*** Opening of Records supplied ***

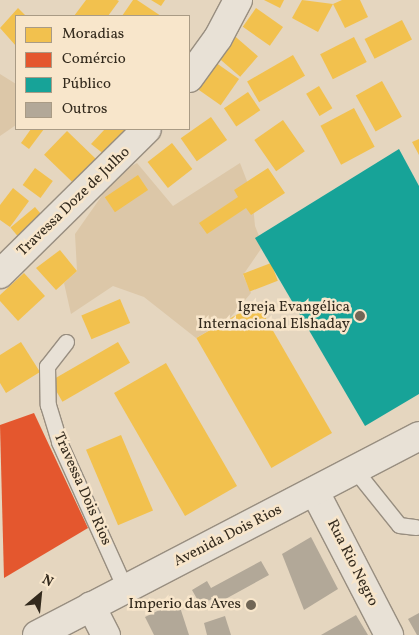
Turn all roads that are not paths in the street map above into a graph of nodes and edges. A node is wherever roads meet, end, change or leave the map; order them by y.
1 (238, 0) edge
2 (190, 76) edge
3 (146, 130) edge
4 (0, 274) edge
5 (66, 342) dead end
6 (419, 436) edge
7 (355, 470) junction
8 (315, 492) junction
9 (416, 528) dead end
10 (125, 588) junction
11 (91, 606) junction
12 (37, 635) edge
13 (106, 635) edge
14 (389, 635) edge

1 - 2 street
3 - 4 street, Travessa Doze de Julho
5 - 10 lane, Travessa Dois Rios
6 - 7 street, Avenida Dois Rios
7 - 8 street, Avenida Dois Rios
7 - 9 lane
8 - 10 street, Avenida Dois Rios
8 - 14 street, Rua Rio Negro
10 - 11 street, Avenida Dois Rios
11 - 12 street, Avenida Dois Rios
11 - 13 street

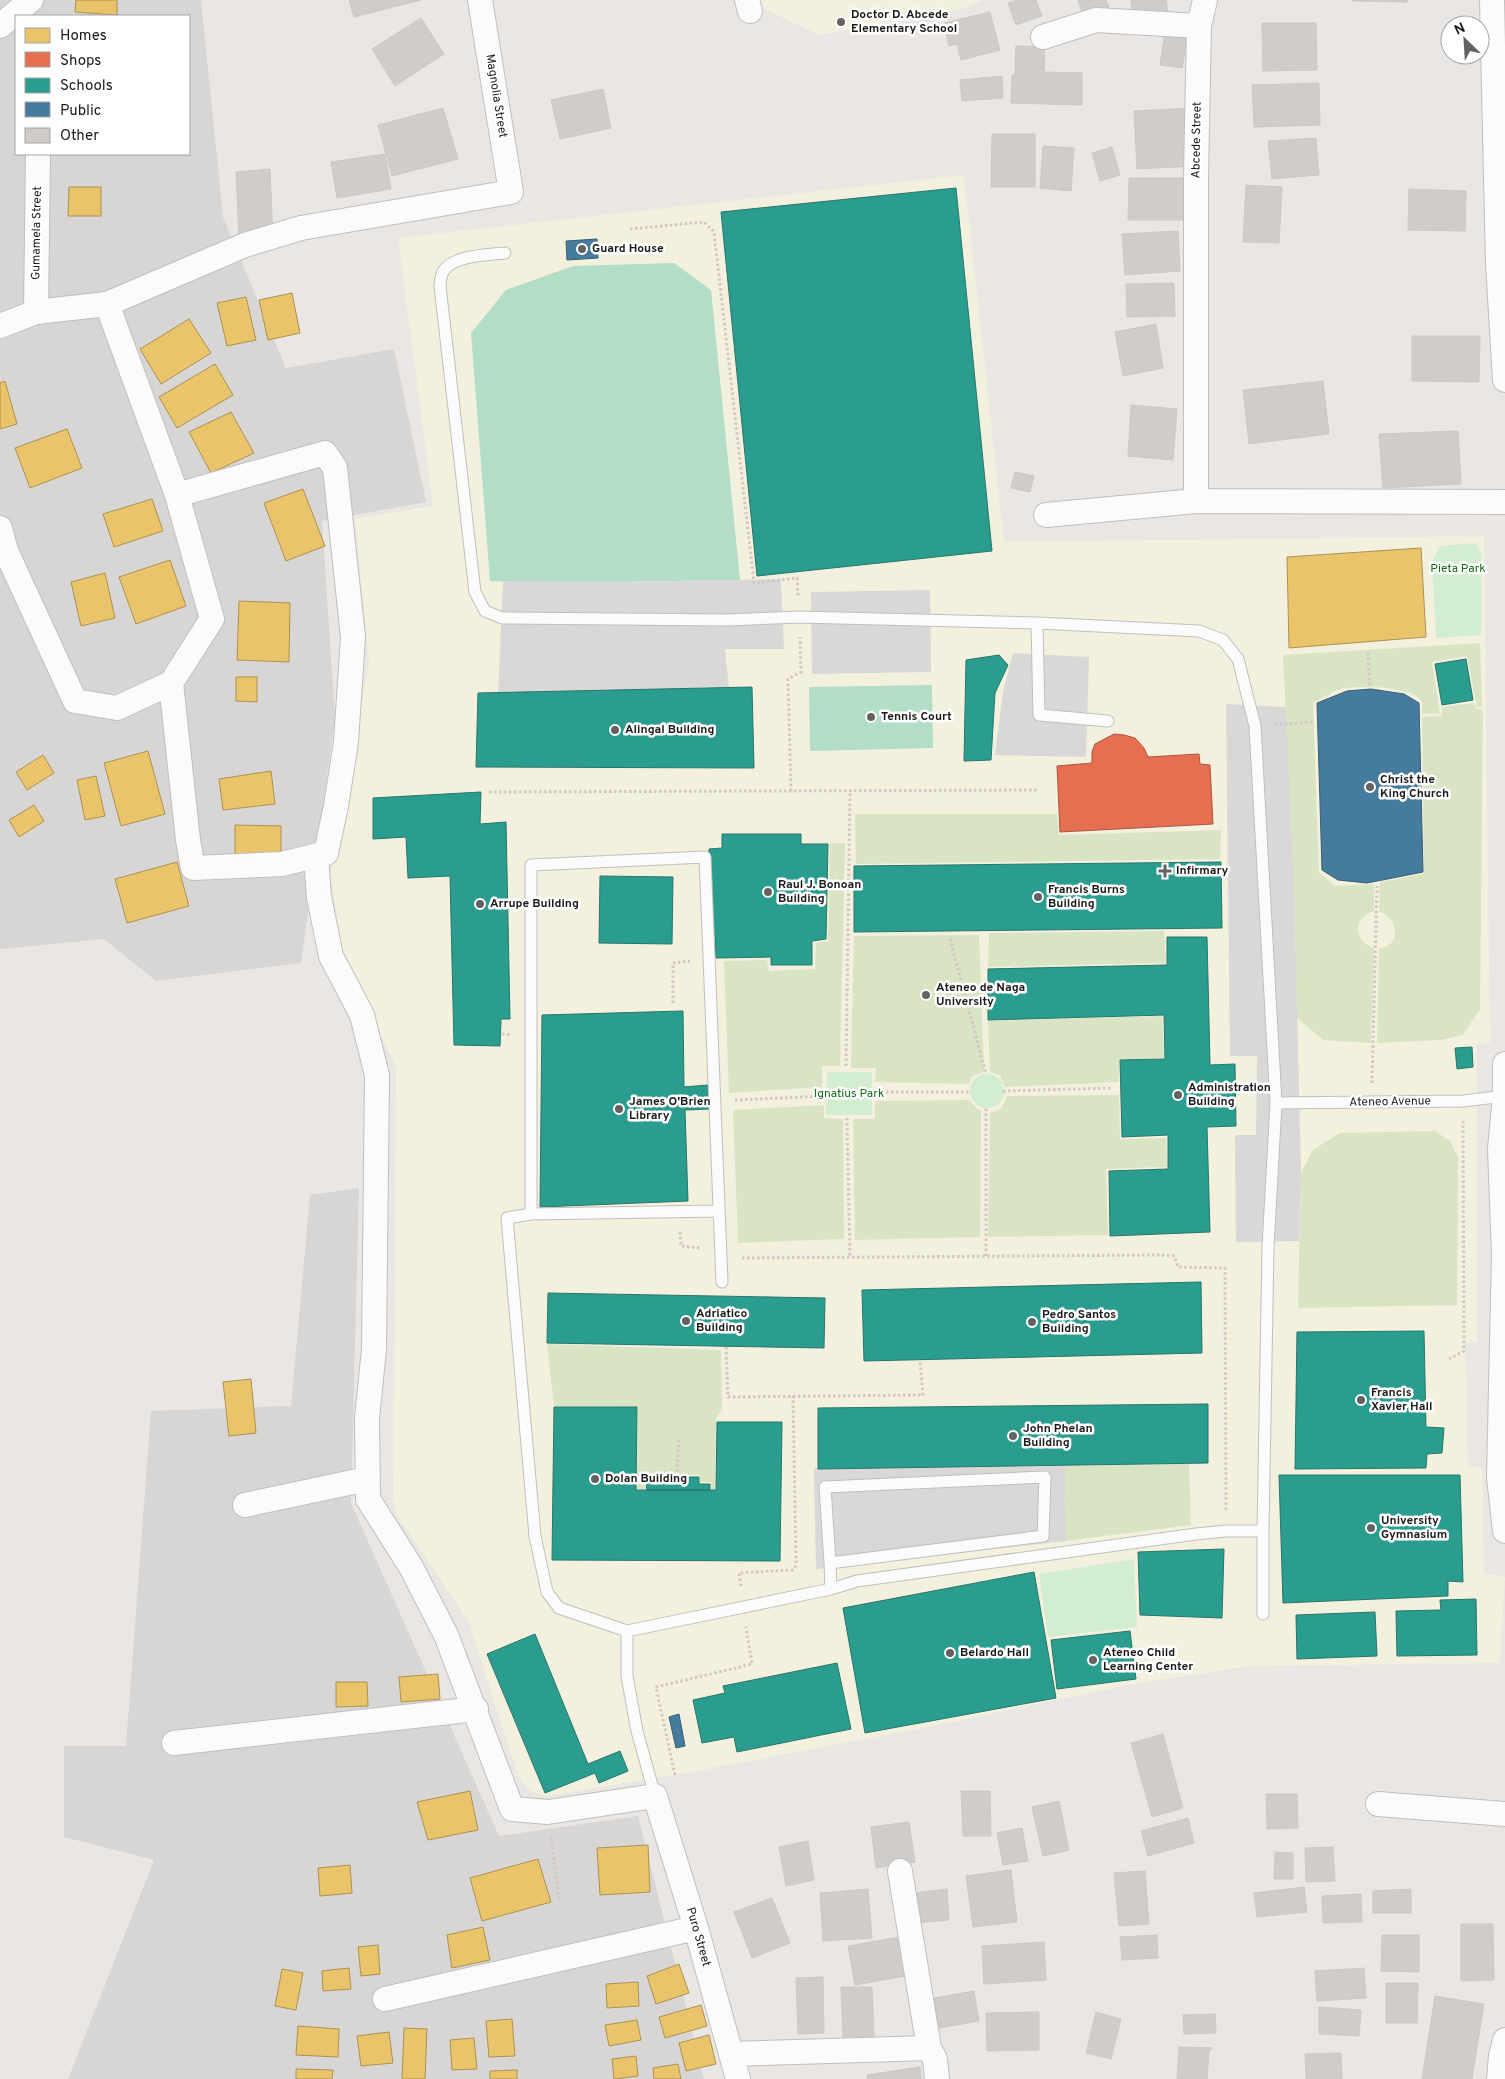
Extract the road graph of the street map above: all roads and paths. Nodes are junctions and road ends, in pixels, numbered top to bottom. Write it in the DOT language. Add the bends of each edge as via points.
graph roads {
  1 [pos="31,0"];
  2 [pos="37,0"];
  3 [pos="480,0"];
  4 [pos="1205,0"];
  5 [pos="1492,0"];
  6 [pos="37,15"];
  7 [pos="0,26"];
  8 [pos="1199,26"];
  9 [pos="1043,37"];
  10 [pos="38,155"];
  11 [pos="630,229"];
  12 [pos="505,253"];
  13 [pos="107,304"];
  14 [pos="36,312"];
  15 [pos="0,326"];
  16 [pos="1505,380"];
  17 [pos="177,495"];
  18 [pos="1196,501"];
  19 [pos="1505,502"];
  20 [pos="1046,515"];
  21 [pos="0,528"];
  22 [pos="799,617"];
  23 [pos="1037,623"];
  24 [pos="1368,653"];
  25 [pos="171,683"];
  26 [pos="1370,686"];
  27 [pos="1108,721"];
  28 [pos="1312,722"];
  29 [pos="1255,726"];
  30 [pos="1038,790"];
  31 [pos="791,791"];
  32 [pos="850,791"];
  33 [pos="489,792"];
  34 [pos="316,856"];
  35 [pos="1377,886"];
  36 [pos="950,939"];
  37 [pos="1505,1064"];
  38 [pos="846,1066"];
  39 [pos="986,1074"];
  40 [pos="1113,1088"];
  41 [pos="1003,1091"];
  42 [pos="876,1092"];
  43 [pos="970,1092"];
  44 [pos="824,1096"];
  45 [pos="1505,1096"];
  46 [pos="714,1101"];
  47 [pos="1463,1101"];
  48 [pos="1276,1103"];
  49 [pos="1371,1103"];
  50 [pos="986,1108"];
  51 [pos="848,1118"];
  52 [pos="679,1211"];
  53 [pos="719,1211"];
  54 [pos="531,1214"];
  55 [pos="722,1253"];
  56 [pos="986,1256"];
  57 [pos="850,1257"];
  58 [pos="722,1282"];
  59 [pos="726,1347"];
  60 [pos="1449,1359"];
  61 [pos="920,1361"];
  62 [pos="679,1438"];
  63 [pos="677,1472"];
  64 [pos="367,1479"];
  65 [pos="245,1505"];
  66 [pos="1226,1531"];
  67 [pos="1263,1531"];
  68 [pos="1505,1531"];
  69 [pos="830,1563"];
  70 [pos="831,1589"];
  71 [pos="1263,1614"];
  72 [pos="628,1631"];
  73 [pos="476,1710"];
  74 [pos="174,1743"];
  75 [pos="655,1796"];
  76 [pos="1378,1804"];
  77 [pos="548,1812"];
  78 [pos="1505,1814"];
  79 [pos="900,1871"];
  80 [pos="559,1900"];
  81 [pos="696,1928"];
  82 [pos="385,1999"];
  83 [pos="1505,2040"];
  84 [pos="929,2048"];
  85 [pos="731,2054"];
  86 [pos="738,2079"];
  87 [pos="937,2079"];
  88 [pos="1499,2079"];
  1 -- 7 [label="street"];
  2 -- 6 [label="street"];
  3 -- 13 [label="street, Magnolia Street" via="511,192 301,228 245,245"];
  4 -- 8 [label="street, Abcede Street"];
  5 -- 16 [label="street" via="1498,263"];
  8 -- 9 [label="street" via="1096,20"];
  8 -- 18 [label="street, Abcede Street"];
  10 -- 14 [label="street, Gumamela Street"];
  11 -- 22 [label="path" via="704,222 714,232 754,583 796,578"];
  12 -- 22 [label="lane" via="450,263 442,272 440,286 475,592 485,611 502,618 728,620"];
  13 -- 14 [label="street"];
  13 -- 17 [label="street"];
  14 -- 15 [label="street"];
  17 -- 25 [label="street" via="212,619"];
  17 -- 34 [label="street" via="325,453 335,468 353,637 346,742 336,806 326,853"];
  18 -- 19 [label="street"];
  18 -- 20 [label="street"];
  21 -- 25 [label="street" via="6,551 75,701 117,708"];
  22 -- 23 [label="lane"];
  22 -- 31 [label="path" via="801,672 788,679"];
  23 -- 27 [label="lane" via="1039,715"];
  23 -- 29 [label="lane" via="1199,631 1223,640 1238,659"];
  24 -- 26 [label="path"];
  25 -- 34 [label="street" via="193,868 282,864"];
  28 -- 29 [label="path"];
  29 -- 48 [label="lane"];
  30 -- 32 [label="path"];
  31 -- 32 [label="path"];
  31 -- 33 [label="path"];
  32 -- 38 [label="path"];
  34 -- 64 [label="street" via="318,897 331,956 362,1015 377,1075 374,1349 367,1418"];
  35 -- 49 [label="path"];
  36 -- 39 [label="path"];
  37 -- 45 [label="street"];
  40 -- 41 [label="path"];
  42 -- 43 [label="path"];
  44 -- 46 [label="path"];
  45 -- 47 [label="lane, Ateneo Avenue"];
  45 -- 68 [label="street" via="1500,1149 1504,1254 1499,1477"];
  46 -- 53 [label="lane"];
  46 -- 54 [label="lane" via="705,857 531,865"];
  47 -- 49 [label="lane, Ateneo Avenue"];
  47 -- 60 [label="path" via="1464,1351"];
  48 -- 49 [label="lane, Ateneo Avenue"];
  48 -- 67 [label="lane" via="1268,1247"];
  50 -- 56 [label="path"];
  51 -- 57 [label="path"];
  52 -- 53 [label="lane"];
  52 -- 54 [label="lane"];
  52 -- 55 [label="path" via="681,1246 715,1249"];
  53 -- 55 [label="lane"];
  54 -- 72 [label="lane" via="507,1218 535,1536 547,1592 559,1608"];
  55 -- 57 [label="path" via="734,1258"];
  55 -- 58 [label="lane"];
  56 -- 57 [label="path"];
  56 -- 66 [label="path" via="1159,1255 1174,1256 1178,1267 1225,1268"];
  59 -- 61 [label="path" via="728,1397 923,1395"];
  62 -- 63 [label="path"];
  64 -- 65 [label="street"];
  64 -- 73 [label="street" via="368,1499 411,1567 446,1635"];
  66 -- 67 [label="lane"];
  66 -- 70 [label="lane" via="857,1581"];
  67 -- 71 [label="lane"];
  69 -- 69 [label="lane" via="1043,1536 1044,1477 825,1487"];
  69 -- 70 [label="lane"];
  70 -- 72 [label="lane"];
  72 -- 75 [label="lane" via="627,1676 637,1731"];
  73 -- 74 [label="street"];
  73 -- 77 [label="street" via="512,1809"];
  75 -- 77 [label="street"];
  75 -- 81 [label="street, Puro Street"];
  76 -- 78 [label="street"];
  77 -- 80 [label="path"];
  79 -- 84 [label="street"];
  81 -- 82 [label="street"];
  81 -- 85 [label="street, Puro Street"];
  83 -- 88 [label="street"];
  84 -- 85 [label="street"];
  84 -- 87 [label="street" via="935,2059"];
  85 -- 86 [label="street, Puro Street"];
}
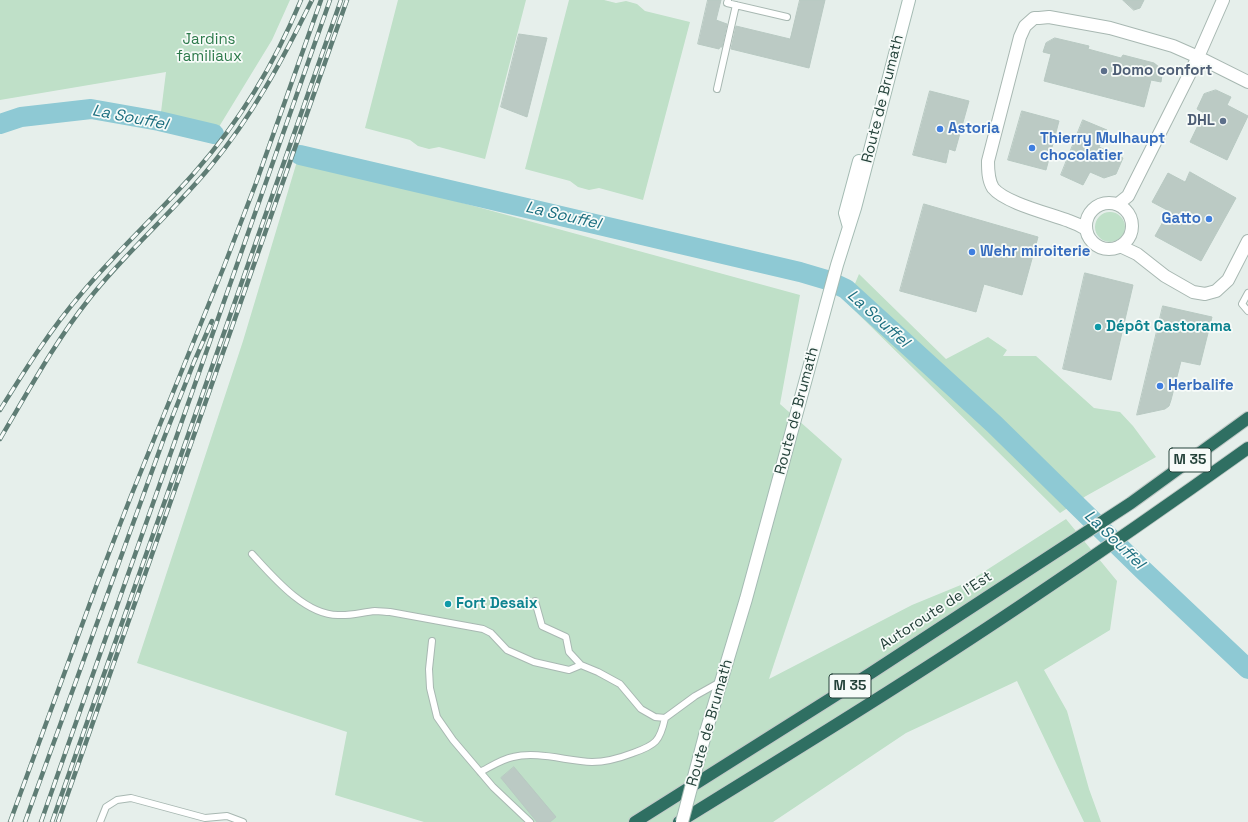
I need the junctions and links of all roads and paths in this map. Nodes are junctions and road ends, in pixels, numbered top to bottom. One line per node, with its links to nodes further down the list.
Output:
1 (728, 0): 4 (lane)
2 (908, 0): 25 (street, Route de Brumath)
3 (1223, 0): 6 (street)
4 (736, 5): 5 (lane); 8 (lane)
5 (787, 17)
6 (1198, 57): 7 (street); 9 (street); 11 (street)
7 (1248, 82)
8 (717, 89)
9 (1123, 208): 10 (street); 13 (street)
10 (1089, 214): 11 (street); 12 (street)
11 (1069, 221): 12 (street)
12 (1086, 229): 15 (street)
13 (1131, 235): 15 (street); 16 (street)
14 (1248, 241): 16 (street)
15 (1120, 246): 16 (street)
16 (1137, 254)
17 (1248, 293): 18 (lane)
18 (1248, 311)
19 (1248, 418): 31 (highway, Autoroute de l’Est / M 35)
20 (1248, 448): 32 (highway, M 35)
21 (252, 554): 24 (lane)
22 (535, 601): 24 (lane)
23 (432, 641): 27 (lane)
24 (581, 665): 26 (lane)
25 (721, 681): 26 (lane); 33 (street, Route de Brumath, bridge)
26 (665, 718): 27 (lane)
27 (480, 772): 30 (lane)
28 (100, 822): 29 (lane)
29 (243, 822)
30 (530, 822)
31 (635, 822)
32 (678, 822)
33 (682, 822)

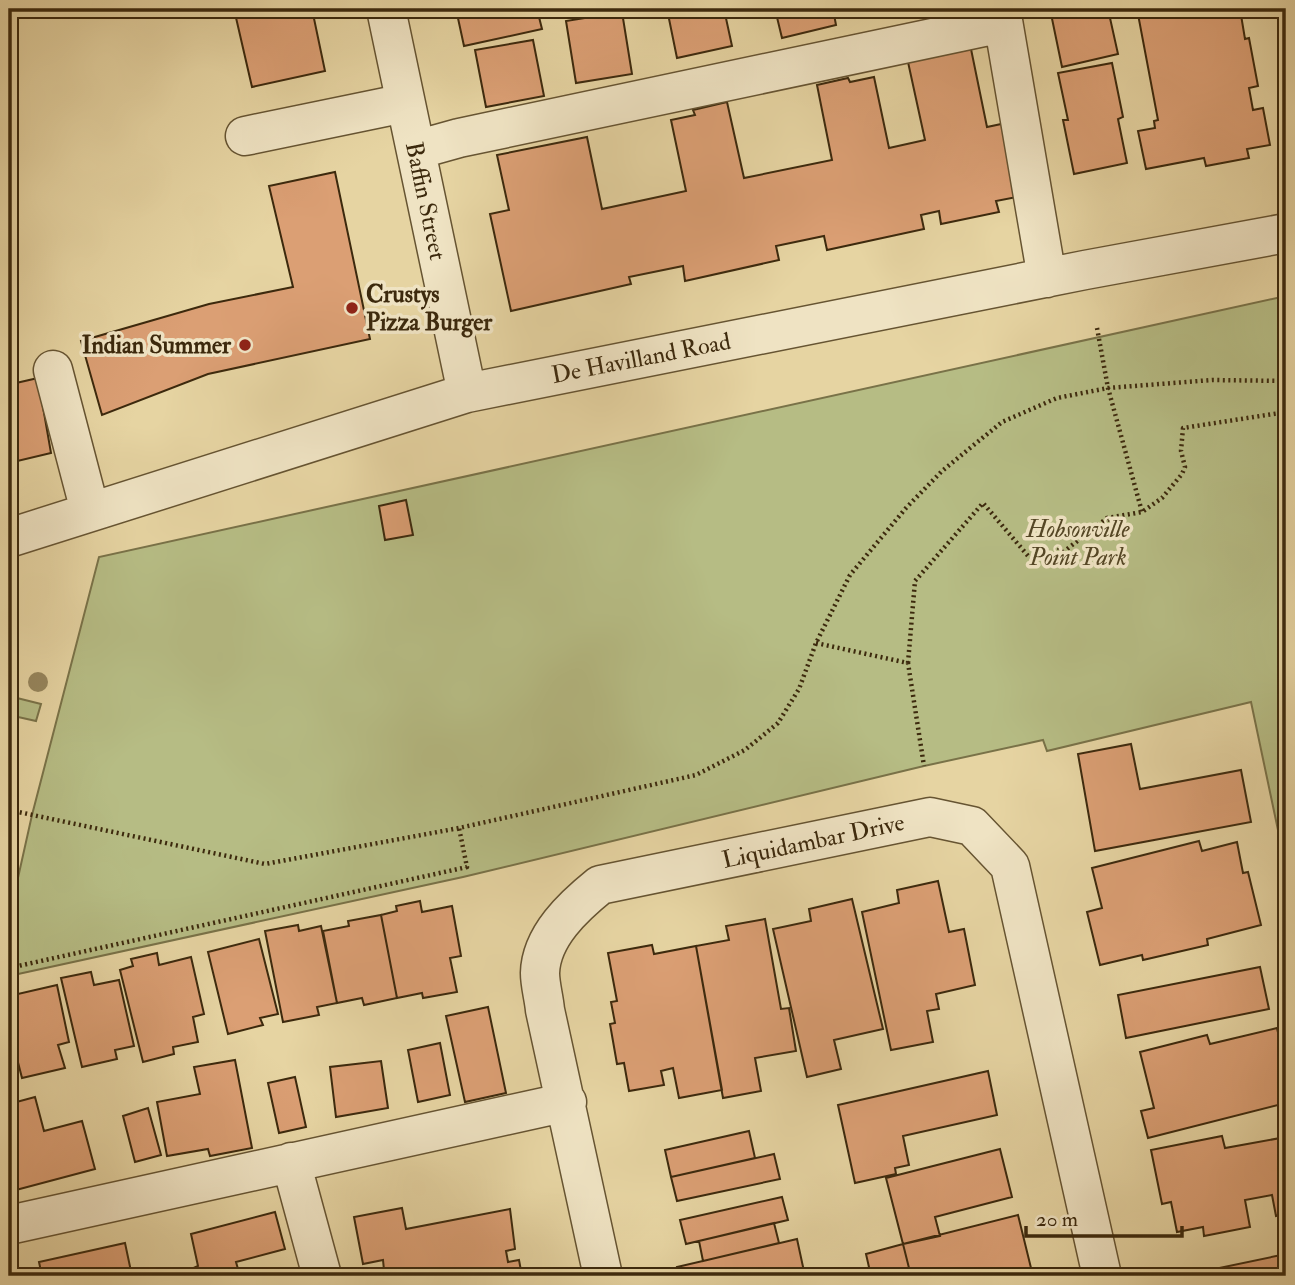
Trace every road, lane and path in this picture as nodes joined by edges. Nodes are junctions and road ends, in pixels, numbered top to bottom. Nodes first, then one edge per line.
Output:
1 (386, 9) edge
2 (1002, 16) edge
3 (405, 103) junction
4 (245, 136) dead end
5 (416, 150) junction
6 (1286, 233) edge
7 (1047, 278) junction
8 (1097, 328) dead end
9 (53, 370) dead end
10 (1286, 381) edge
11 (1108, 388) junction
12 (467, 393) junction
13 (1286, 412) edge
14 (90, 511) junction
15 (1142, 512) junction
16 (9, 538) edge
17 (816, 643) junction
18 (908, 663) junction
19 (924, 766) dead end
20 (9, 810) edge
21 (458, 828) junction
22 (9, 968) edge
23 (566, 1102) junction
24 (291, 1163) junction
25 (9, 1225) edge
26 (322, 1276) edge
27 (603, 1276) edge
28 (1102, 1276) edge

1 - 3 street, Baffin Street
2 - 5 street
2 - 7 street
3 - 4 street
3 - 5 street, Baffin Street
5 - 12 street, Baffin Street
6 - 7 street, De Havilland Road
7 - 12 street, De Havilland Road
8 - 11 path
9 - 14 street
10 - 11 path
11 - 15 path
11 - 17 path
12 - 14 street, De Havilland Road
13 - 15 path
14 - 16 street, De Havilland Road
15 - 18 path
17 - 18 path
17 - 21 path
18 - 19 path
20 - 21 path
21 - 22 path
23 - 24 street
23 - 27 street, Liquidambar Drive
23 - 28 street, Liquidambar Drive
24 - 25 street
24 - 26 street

*** Close of Records supplied ***

Which lines of the data contain the string "Dois"? Copy each of them.

_Result of the exercise:_
5 - 10 lane, Travessa Dois Rios
6 - 7 street, Avenida Dois Rios
7 - 8 street, Avenida Dois Rios
8 - 10 street, Avenida Dois Rios
10 - 11 street, Avenida Dois Rios
11 - 12 street, Avenida Dois Rios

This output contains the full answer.